-- Opening Marker --

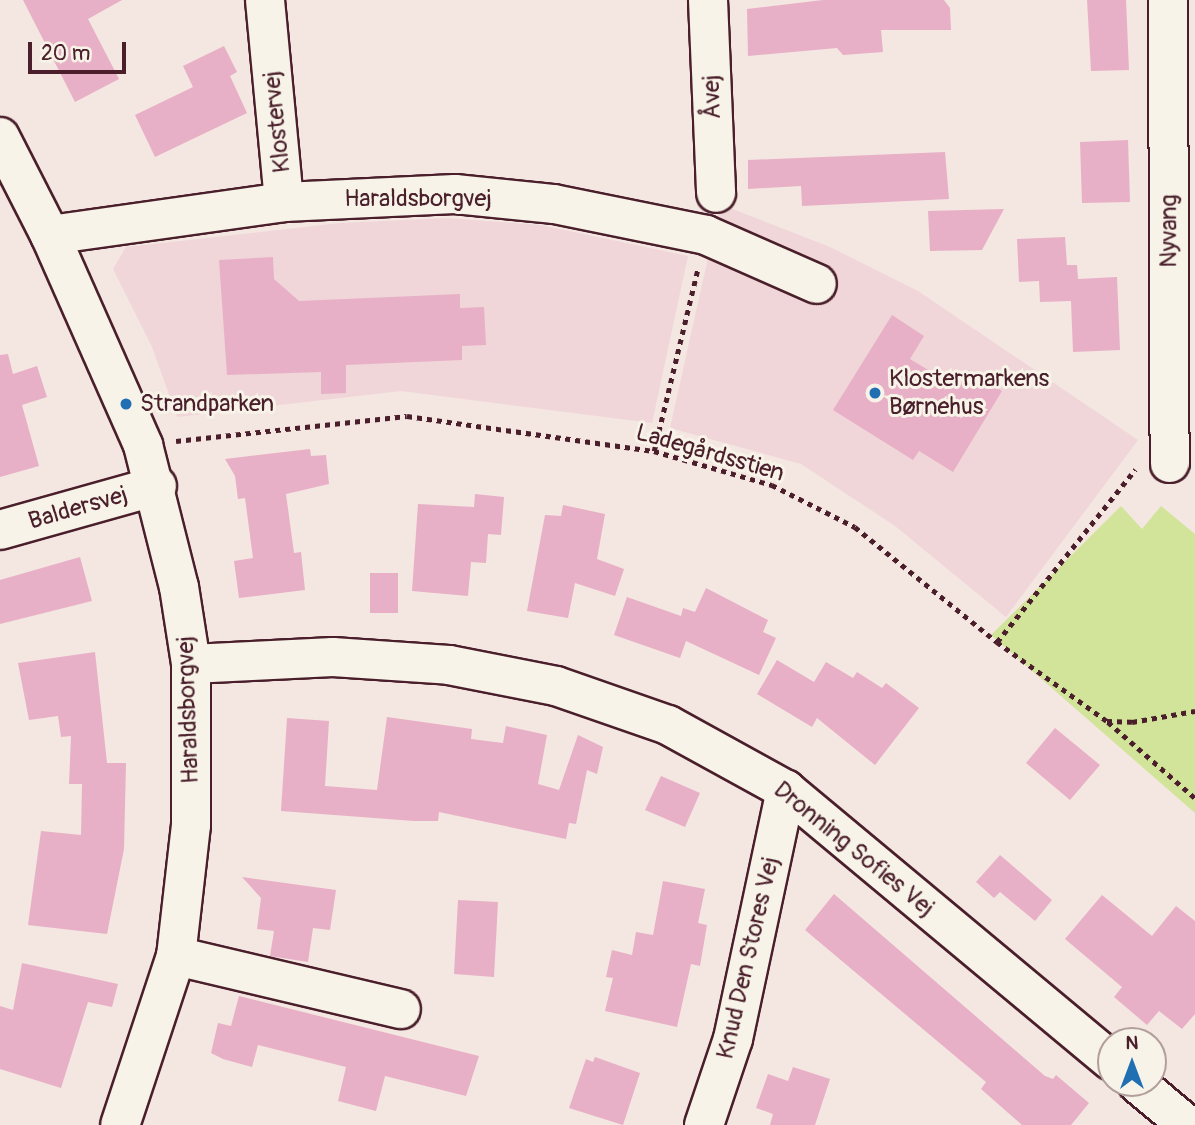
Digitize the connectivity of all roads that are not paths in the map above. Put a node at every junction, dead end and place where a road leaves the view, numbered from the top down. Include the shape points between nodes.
1 (265, 0) edge
2 (708, 0) edge
3 (1168, 0) edge
4 (0, 137) edge
5 (716, 193) dead end
6 (285, 202) junction
7 (50, 235) junction
8 (817, 284) dead end
9 (1170, 452) road end
10 (157, 486) junction
11 (0, 530) edge
12 (191, 664) junction
13 (786, 790) junction
14 (176, 956) junction
15 (401, 1009) dead end
16 (1097, 1049) edge
17 (1154, 1097) edge
18 (120, 1125) edge
19 (704, 1125) edge
20 (1187, 1125) edge

1 - 6 street, Klostervej
2 - 5 street, Åvej
3 - 9 street, Nyvang
4 - 7 street, Haraldsborgvej
6 - 7 street, Haraldsborgvej
6 - 8 street, Haraldsborgvej via 455,194 554,204 706,235
7 - 10 street, Haraldsborgvej
10 - 11 street, Baldersvej
10 - 12 street, Haraldsborgvej
12 - 13 street, Dronning Sofies Vej via 333,657 449,665 556,686 668,726
12 - 14 street, Haraldsborgvej via 191,825
13 - 16 street, Dronning Sofies Vej
13 - 19 street, Knud Den Stores Vej via 733,1039
14 - 15 street
14 - 18 street, Haraldsborgvej
17 - 20 street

-- Closing Marker --

PROBLEM STATEMENT - Please print the data above once more, exactly as it appears, with no pictures.

PROBLEM SOLUTION -
Digitize the connectivity of all roads that are not paths in the map above. Put a node at every junction, dead end and place where a road leaves the view, numbered from the top down. Include the shape points between nodes.
1 (265, 0) edge
2 (708, 0) edge
3 (1168, 0) edge
4 (0, 137) edge
5 (716, 193) dead end
6 (285, 202) junction
7 (50, 235) junction
8 (817, 284) dead end
9 (1170, 452) road end
10 (157, 486) junction
11 (0, 530) edge
12 (191, 664) junction
13 (786, 790) junction
14 (176, 956) junction
15 (401, 1009) dead end
16 (1097, 1049) edge
17 (1154, 1097) edge
18 (120, 1125) edge
19 (704, 1125) edge
20 (1187, 1125) edge

1 - 6 street, Klostervej
2 - 5 street, Åvej
3 - 9 street, Nyvang
4 - 7 street, Haraldsborgvej
6 - 7 street, Haraldsborgvej
6 - 8 street, Haraldsborgvej via 455,194 554,204 706,235
7 - 10 street, Haraldsborgvej
10 - 11 street, Baldersvej
10 - 12 street, Haraldsborgvej
12 - 13 street, Dronning Sofies Vej via 333,657 449,665 556,686 668,726
12 - 14 street, Haraldsborgvej via 191,825
13 - 16 street, Dronning Sofies Vej
13 - 19 street, Knud Den Stores Vej via 733,1039
14 - 15 street
14 - 18 street, Haraldsborgvej
17 - 20 street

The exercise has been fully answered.